Segment Open

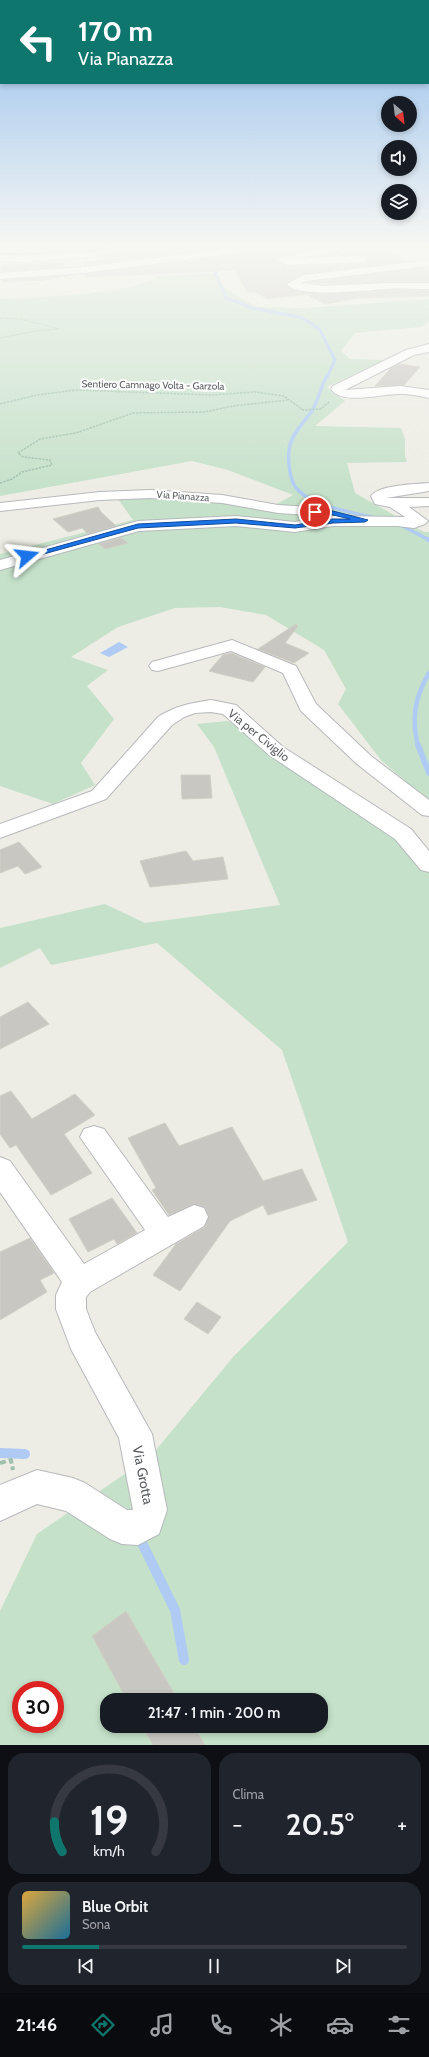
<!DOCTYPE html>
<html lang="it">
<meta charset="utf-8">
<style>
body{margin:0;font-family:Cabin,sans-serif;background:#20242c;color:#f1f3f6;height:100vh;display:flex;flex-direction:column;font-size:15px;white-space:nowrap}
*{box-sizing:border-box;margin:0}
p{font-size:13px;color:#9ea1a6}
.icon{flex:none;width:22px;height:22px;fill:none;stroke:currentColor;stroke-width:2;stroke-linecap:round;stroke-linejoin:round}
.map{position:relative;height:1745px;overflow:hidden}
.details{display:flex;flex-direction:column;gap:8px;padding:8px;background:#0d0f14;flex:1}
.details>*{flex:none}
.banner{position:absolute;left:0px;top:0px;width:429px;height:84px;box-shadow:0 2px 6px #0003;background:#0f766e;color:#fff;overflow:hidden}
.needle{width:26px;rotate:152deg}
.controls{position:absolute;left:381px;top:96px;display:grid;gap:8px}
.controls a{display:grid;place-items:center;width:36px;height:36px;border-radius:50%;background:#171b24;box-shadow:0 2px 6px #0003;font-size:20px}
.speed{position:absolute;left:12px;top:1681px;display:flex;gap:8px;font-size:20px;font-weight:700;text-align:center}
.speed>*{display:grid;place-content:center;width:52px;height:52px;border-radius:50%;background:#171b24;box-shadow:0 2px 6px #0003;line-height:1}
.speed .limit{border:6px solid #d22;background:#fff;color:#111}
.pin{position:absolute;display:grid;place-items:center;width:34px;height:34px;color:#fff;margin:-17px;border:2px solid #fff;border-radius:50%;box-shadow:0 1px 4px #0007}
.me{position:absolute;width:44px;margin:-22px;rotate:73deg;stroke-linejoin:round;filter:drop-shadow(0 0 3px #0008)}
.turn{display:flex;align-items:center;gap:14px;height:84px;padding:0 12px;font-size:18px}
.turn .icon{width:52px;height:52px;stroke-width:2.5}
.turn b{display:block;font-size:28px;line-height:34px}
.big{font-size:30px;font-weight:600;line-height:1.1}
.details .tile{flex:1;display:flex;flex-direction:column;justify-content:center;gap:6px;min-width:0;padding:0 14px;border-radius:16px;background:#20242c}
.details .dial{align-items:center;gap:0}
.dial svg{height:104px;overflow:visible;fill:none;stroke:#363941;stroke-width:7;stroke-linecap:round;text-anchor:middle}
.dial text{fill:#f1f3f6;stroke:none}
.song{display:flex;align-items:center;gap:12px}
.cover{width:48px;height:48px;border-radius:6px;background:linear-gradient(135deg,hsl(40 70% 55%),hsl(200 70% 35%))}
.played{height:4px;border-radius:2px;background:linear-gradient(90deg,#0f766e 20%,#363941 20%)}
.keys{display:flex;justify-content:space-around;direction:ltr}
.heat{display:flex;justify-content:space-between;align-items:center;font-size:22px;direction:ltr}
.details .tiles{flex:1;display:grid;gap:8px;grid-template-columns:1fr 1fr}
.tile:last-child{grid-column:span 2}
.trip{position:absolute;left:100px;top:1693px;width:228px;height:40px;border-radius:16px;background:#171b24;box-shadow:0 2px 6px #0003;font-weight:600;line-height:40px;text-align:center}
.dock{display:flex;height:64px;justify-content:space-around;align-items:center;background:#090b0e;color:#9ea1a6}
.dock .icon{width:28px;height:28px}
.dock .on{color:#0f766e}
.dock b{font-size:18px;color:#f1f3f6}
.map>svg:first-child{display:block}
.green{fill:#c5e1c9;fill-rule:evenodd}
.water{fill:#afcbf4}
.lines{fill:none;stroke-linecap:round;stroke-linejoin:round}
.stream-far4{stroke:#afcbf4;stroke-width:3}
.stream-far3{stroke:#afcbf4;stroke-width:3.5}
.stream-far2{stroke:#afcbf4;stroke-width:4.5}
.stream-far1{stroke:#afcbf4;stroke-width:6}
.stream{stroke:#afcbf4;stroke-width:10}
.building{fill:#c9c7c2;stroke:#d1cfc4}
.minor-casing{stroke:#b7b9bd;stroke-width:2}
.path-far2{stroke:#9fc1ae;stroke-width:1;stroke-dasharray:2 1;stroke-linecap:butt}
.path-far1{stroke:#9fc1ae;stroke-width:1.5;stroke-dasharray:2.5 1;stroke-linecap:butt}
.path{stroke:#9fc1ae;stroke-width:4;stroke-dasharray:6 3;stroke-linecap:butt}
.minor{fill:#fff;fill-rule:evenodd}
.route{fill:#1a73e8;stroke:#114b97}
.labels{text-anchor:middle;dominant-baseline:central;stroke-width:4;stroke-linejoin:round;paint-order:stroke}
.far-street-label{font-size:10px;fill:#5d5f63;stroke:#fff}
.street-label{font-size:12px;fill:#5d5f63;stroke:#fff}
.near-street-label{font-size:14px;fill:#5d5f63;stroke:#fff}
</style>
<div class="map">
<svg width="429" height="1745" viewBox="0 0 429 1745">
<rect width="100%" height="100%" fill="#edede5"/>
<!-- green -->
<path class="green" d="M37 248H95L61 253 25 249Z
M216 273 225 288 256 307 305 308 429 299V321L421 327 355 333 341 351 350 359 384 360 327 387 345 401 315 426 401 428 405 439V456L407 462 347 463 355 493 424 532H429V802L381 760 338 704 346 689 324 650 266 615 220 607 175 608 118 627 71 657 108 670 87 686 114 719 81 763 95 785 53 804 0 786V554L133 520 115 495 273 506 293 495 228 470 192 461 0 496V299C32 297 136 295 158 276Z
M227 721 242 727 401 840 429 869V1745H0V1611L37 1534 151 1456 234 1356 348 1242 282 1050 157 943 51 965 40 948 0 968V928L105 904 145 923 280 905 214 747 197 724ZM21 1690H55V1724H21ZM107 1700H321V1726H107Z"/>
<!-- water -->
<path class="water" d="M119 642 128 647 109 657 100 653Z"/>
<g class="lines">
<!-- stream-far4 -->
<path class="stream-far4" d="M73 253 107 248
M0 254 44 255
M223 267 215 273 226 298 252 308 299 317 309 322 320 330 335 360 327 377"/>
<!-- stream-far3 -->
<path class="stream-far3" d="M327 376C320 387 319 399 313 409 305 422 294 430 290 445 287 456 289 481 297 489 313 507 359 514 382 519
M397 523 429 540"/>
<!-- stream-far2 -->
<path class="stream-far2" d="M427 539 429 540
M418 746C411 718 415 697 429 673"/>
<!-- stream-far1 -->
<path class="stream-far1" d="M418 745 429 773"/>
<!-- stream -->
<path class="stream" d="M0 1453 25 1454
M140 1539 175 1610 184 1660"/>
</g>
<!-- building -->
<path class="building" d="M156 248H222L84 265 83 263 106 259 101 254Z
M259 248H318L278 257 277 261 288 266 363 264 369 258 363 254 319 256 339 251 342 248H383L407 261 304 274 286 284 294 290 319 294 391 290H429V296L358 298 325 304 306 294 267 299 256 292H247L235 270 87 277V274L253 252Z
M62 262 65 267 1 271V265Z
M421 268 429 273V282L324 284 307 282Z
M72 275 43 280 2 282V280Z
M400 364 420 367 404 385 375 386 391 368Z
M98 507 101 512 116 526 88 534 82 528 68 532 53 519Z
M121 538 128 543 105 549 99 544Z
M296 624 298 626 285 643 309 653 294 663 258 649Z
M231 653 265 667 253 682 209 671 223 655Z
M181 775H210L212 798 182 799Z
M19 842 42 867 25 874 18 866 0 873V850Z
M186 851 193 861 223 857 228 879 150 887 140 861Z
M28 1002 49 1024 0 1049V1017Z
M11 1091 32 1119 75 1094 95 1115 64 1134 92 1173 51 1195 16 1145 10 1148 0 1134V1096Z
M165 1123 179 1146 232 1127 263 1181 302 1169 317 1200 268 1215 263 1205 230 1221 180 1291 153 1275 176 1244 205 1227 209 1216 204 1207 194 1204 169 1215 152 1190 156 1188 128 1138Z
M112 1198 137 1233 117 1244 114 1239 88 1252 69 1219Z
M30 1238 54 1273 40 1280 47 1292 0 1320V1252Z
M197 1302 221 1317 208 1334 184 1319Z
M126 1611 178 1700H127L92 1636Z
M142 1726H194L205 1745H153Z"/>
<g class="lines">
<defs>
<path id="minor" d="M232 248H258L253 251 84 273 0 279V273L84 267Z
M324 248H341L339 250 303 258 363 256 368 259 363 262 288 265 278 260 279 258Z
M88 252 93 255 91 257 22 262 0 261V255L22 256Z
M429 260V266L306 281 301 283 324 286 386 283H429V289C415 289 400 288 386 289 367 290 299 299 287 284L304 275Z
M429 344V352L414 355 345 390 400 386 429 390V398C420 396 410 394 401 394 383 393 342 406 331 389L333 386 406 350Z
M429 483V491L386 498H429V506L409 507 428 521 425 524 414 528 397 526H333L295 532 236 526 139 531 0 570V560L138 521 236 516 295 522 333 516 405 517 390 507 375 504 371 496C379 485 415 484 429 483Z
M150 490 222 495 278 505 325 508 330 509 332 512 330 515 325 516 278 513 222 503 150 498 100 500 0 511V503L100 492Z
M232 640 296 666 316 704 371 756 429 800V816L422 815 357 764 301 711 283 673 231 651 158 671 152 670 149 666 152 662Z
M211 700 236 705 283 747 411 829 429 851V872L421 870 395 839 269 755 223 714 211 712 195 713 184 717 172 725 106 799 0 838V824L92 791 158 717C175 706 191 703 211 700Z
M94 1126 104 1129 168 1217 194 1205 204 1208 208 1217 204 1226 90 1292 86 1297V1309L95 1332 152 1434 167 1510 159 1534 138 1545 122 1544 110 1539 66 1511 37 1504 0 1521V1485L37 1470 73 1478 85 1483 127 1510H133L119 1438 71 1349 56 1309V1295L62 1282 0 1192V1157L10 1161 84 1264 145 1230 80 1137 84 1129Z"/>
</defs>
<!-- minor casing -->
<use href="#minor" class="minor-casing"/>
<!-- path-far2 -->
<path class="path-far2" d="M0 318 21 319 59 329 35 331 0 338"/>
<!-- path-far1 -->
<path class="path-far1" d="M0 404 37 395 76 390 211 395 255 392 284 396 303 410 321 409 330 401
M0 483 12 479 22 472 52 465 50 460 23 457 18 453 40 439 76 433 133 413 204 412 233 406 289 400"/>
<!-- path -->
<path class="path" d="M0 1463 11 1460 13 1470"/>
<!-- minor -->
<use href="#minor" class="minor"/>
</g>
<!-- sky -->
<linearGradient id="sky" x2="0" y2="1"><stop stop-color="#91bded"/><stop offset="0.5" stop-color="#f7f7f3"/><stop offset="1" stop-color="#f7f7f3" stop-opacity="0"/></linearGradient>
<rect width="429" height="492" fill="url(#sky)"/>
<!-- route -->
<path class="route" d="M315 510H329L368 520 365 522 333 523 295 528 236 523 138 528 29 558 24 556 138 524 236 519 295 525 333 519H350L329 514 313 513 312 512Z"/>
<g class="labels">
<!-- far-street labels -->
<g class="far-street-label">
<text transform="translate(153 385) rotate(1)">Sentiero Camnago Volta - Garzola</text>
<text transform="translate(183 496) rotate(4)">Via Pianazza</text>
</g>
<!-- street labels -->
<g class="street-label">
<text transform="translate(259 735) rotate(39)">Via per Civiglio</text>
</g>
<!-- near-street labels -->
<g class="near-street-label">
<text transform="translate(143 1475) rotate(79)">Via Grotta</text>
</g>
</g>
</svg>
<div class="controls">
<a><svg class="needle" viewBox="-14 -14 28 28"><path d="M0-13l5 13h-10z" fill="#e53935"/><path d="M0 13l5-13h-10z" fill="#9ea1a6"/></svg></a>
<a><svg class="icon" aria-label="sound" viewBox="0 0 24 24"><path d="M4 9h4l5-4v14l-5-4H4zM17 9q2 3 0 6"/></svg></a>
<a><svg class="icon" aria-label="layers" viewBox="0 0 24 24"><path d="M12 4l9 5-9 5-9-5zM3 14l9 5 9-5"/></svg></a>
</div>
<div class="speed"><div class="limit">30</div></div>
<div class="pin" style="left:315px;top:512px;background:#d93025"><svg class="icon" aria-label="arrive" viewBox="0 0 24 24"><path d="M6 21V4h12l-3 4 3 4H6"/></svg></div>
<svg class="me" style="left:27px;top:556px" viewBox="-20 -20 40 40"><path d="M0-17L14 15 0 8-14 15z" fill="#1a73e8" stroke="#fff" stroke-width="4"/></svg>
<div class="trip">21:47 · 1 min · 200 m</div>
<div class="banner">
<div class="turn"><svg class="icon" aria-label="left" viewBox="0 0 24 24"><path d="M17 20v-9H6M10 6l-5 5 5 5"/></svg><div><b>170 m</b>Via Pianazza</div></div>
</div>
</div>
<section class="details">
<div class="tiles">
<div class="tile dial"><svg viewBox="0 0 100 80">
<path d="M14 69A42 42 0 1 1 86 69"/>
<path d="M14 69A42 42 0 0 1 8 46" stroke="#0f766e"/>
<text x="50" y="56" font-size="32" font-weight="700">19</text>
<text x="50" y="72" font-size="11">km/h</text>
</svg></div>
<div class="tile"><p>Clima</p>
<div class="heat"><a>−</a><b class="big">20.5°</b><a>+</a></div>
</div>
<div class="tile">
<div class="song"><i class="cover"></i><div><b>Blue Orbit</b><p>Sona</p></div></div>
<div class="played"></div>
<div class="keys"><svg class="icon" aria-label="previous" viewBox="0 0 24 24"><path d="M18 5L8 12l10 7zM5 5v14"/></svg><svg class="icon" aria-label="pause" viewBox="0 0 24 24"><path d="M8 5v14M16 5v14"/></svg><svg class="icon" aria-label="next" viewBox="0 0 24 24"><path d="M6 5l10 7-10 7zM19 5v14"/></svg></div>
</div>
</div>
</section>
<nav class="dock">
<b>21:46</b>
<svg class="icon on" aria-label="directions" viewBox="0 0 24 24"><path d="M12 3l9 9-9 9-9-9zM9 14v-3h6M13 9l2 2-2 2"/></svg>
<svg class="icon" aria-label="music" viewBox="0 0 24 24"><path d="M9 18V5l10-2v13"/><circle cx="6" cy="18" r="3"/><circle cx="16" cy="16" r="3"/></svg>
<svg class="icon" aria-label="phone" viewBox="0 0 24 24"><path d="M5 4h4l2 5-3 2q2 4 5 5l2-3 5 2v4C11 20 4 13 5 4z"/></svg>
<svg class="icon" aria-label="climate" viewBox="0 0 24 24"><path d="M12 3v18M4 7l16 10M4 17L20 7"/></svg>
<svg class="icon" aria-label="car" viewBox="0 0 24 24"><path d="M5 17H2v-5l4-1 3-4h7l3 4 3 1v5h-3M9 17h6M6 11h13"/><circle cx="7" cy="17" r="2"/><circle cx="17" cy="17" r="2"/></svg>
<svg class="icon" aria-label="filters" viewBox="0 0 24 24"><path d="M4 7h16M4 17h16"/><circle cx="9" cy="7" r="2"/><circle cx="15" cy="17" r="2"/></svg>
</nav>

Segment Closed

Copy out, in full, each line above that has the word "played" in it.

.played{height:4px;border-radius:2px;background:linear-gradient(90deg,#0f766e 20%,#363941 20%)}
<div class="played"></div>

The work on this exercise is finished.